# The problem
The records below must be output exactly, with no images carried over.

Data items
[Start of Attachment]
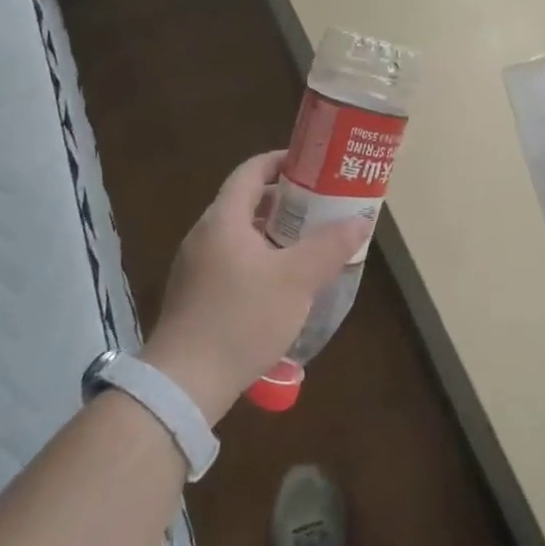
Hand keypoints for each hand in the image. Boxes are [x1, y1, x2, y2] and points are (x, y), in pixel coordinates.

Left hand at [142, 151, 367, 422]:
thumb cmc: (242, 319)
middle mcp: (204, 235)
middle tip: (322, 206)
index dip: (281, 161)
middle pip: (246, 202)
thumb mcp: (297, 280)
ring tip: (309, 244)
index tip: (313, 165)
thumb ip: (329, 246)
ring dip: (274, 233)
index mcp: (224, 219)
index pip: (251, 171)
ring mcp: (195, 267)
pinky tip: (283, 285)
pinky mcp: (194, 295)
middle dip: (286, 201)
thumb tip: (359, 219)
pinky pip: (232, 261)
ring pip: (240, 235)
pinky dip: (260, 259)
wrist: (185, 384)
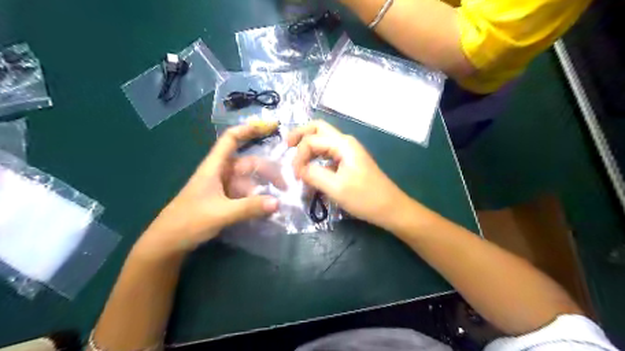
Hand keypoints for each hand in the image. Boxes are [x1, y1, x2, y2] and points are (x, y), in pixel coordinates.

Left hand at [140, 122, 282, 255]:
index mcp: (215, 167)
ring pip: (248, 181)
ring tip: (278, 201)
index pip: (231, 139)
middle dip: (267, 171)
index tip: (271, 126)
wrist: (168, 242)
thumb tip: (278, 203)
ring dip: (263, 188)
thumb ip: (249, 208)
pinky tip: (266, 209)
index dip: (249, 129)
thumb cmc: (189, 221)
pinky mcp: (224, 200)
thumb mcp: (221, 213)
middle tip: (285, 187)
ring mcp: (223, 187)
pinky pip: (245, 194)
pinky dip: (256, 199)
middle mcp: (220, 173)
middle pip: (248, 163)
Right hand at [286, 120, 411, 229]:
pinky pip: (328, 154)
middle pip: (318, 129)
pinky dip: (316, 158)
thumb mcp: (336, 187)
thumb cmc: (365, 198)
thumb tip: (298, 169)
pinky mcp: (349, 162)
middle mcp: (345, 143)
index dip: (299, 155)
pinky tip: (310, 169)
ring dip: (308, 147)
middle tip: (286, 147)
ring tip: (295, 159)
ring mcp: (348, 152)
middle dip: (300, 135)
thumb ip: (313, 174)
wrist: (391, 208)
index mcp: (343, 144)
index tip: (295, 175)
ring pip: (322, 141)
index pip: (311, 140)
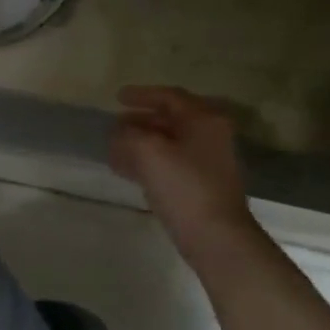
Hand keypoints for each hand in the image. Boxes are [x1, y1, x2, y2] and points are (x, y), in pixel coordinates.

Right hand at [110, 86, 253, 245]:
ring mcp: (208, 160)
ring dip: (141, 143)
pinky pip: (170, 162)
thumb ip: (128, 135)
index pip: (170, 97)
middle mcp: (210, 134)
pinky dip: (148, 161)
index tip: (117, 98)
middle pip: (170, 119)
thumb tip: (119, 132)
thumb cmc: (183, 186)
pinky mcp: (201, 183)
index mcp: (203, 120)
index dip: (141, 95)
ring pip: (169, 142)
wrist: (215, 235)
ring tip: (114, 149)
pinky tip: (128, 170)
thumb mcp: (147, 152)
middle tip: (114, 125)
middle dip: (139, 121)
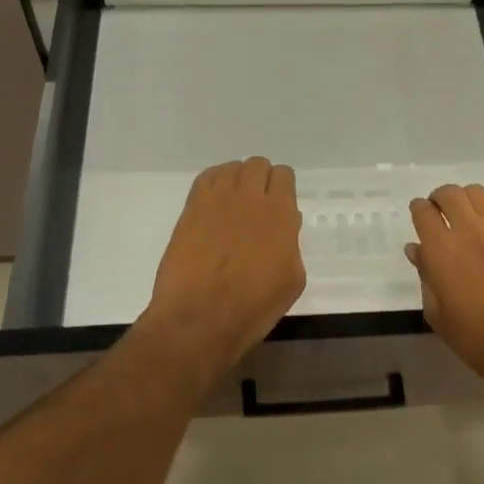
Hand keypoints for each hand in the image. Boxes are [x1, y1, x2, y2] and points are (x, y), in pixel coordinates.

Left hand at [142, 158, 305, 371]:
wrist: (200, 318)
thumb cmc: (253, 307)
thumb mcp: (291, 280)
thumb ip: (291, 245)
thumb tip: (285, 226)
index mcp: (280, 213)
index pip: (284, 175)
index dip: (283, 188)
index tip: (280, 205)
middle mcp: (250, 197)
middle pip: (258, 165)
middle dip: (261, 180)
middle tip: (257, 205)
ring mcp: (217, 199)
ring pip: (231, 167)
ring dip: (237, 179)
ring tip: (234, 203)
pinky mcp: (191, 208)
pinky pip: (205, 177)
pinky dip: (214, 182)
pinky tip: (213, 203)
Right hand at [405, 184, 483, 393]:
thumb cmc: (477, 339)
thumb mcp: (439, 315)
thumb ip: (425, 277)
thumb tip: (417, 250)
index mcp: (441, 250)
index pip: (423, 212)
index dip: (418, 210)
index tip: (419, 215)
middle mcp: (468, 230)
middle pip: (449, 193)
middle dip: (439, 198)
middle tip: (439, 213)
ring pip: (476, 193)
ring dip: (464, 199)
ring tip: (464, 217)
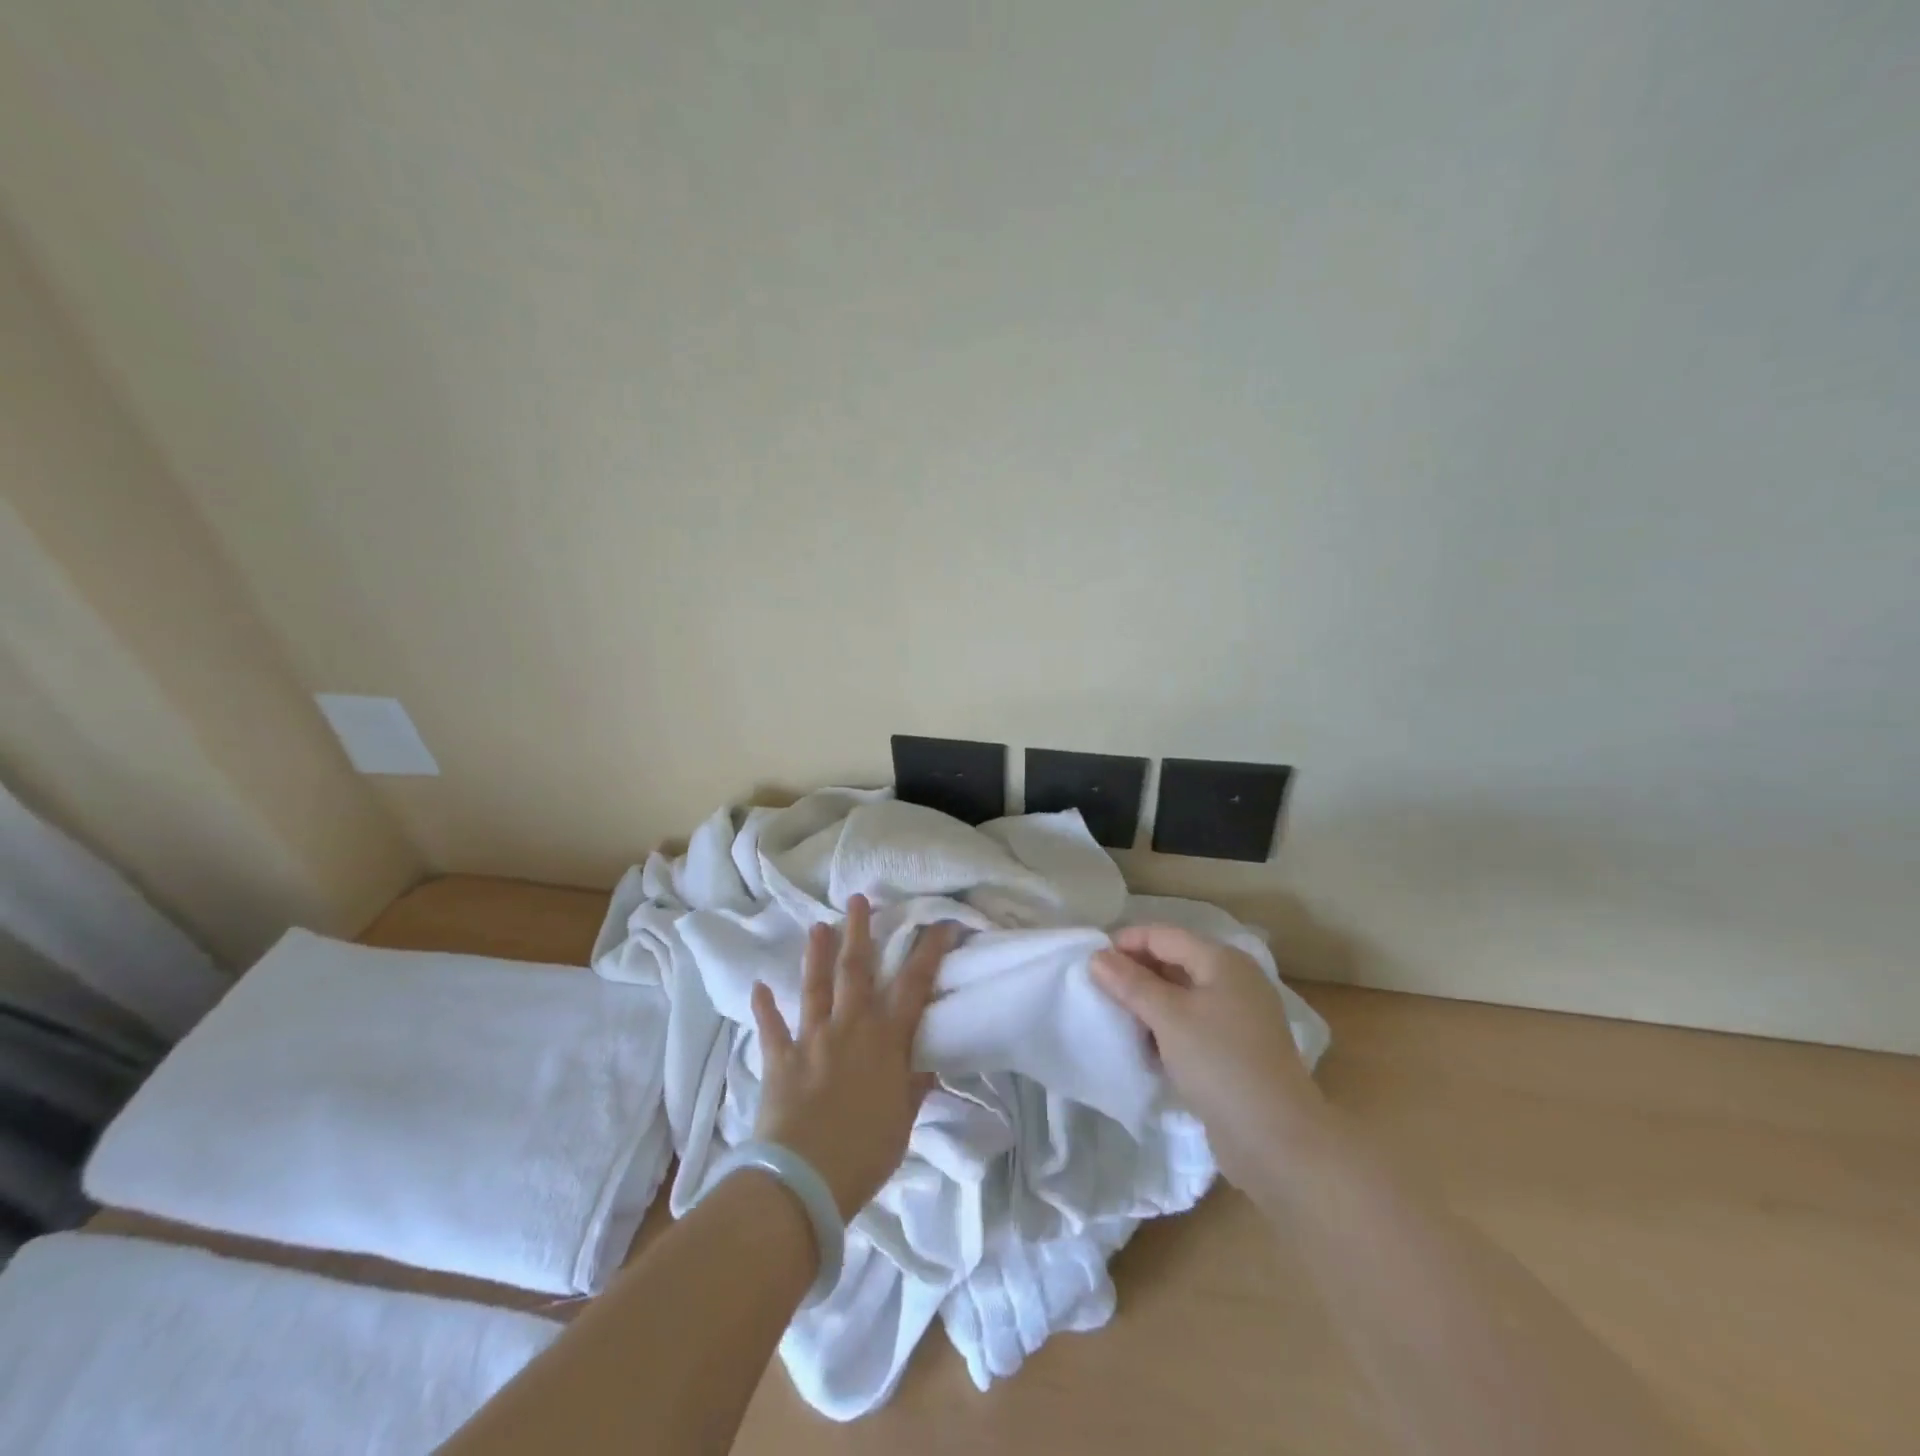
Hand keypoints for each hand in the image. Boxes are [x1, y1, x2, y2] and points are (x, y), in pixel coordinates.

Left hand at [750, 895, 957, 1220]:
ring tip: (817, 926)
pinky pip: (771, 1029)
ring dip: (816, 954)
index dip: (930, 951)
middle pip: (856, 970)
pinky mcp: (780, 1059)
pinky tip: (758, 987)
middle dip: (859, 932)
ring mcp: (811, 1040)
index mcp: (886, 1040)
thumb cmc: (865, 1153)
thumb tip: (927, 1064)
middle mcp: (849, 1027)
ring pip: (815, 987)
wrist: (804, 1179)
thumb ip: (914, 1087)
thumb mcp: (903, 1122)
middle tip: (857, 900)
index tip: (942, 923)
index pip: (915, 984)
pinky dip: (764, 1008)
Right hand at [1092, 925, 1324, 1192]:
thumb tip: (1097, 957)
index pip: (1163, 935)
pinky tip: (1143, 1044)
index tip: (1089, 962)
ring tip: (1114, 1015)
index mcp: (1222, 961)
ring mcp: (1237, 1017)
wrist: (1278, 1141)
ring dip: (1147, 1002)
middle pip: (1174, 961)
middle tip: (1096, 989)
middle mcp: (1233, 981)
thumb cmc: (1221, 1063)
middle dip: (1135, 972)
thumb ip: (1131, 983)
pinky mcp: (1234, 1050)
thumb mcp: (1169, 1018)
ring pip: (1180, 995)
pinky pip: (1191, 1024)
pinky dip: (1165, 1027)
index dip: (1126, 942)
[End of Attachment]
# Answer to this task
Hand keypoints for each hand in the image. Boxes are [x1, y1, x2, y2] and points are (x, y), in pixel coordinates.

Left hand at [142, 151, 367, 422]:
thumb cmc: (242, 319)
middle mcp: (204, 235)
middle tip: (322, 206)
index dip: (281, 161)
middle pip: (246, 202)
thumb mcp: (297, 280)
ring tip: (309, 244)
index tip: (313, 165)
thumb ip: (329, 246)
ring dip: (274, 233)
index mcp: (224, 219)
index pip: (251, 171)
ring mcp: (195, 267)
pinky tip: (283, 285)
pinky mcp: (194, 295)
middle dip: (286, 201)
thumb tip: (359, 219)
pinky pip: (232, 261)
ring pip: (240, 235)
pinky dip: (260, 259)
wrist: (185, 384)
Hand keypoints for each hand in the image. Boxes are [x1, y1, x2, y2] and points are (x, y), in pixel coordinates.

Left hand at [140, 122, 282, 255]:
index mcp: (215, 167)
ring pip: (248, 181)
ring tip: (278, 201)
index pip: (231, 139)
middle dip: (267, 171)
index tip: (271, 126)
wrist: (168, 242)
thumb tip: (278, 203)
ring dip: (263, 188)
thumb ip: (249, 208)
pinky tip: (266, 209)
index dip: (249, 129)
thumb cmc: (189, 221)
pinky mcp: (224, 200)
thumb mcp: (221, 213)
middle tip: (285, 187)
ring mcp: (223, 187)
pinky pip: (245, 194)
pinky dip: (256, 199)
middle mcp: (220, 173)
middle pip: (248, 163)
Right hand at [286, 120, 411, 229]:
pinky pip: (328, 154)
middle pip: (318, 129)
pinky dip: (316, 158)
thumb mcp: (336, 187)
thumb cmc: (365, 198)
thumb tip: (298, 169)
pinky mcp: (349, 162)
middle mcp: (345, 143)
index dip: (299, 155)
pinky tip: (310, 169)
ring dip: (308, 147)
middle tip: (286, 147)
ring tip: (295, 159)
ring mcp: (348, 152)
middle dip: (300, 135)
thumb ip: (313, 174)
wrist: (391, 208)
index mcp: (343, 144)
index tip: (295, 175)
ring pip: (322, 141)
index pip: (311, 140)
Hand keypoints for each hand in the image. Boxes are [x1, y1, x2, y2] and points are (x, y), in pixel coordinates.

Right hand at [110, 86, 253, 245]:
ring mcp: (208, 160)
ring dip: (141, 143)
pinky pip: (170, 162)
thumb ip: (128, 135)
index pip: (170, 97)
middle mcp: (210, 134)
pinky dip: (148, 161)
index tip: (117, 98)
middle pip: (170, 119)
thumb tip: (119, 132)
thumb cmc: (183, 186)
pinky mcp: (201, 183)
index mcp: (203, 120)
index dip: (141, 95)
ring pip: (169, 142)
wrist: (215, 235)
ring tip: (114, 149)
pinky tip: (128, 170)
thumb mcp: (147, 152)
middle tip: (114, 125)
middle dip: (139, 121)
Hand keypoints for each hand in the image. Boxes are [x1, y1, x2, y2] and points are (x, y), in pixel coordinates.

Left hand at [142, 158, 305, 371]:
wrist: (200, 318)
thumb cmc: (253, 307)
thumb mcp: (291, 280)
thumb ip: (291, 245)
thumb tip: (285, 226)
index mcp: (280, 213)
index pip: (284, 175)
index dip: (283, 188)
index tip: (280, 205)
middle mcp: (250, 197)
middle pip: (258, 165)
middle dip: (261, 180)
middle tip: (257, 205)
ring mcp: (217, 199)
ring pip: (231, 167)
ring dip: (237, 179)
ring tip: (234, 203)
pinky mcp: (191, 208)
pinky pip: (205, 177)
pinky dip: (214, 182)
pinky tip: (213, 203)
Right hand at [405, 184, 483, 393]:
thumb cmc: (477, 339)
thumb mcp: (439, 315)
thumb ip: (425, 277)
thumb tip: (417, 250)
index mcp: (441, 250)
index pip: (423, 212)
index dip: (418, 210)
index tip: (419, 215)
middle mcp: (468, 230)
middle pip: (449, 193)
middle dip: (439, 198)
middle tip: (439, 213)
ring pip: (476, 193)
ring dip: (464, 199)
ring tip: (464, 217)
Hand keypoints for each hand in the image. Boxes are [x1, y1, x2, y2] and points are (x, y), in pixel coordinates.

Left hand at [750, 895, 957, 1220]:
ring tip: (817, 926)
pinky pip: (771, 1029)
ring dip: (816, 954)
index dip: (930, 951)
middle pip: (856, 970)
pinky mcp: (780, 1059)
pinky tip: (758, 987)
middle dip: (859, 932)
ring mcp: (811, 1040)
index mcp: (886, 1040)
thumb cmc: (865, 1153)
thumb tip: (927, 1064)
middle mcp: (849, 1027)
ring pip: (815, 987)
wrist: (804, 1179)
thumb ip: (914, 1087)
thumb mcp: (903, 1122)
middle tip: (857, 900)
index tip: (942, 923)
index pip: (915, 984)
pinky dip: (764, 1008)
Right hand at [1092, 925, 1324, 1192]:
thumb tip: (1097, 957)
index pip: (1163, 935)
pinky tip: (1143, 1044)
index tip: (1089, 962)
ring tip: (1114, 1015)
index mcp: (1222, 961)
ring mcp: (1237, 1017)
wrist: (1278, 1141)
ring dip: (1147, 1002)
middle pip: (1174, 961)
middle tip: (1096, 989)
middle mcp: (1233, 981)
thumb cmc: (1221, 1063)
middle dip: (1135, 972)
thumb ip: (1131, 983)
pinky mcp: (1234, 1050)
thumb mcp: (1169, 1018)
ring pip: (1180, 995)
pinky pip: (1191, 1024)
pinky dip: (1165, 1027)
index dip: (1126, 942)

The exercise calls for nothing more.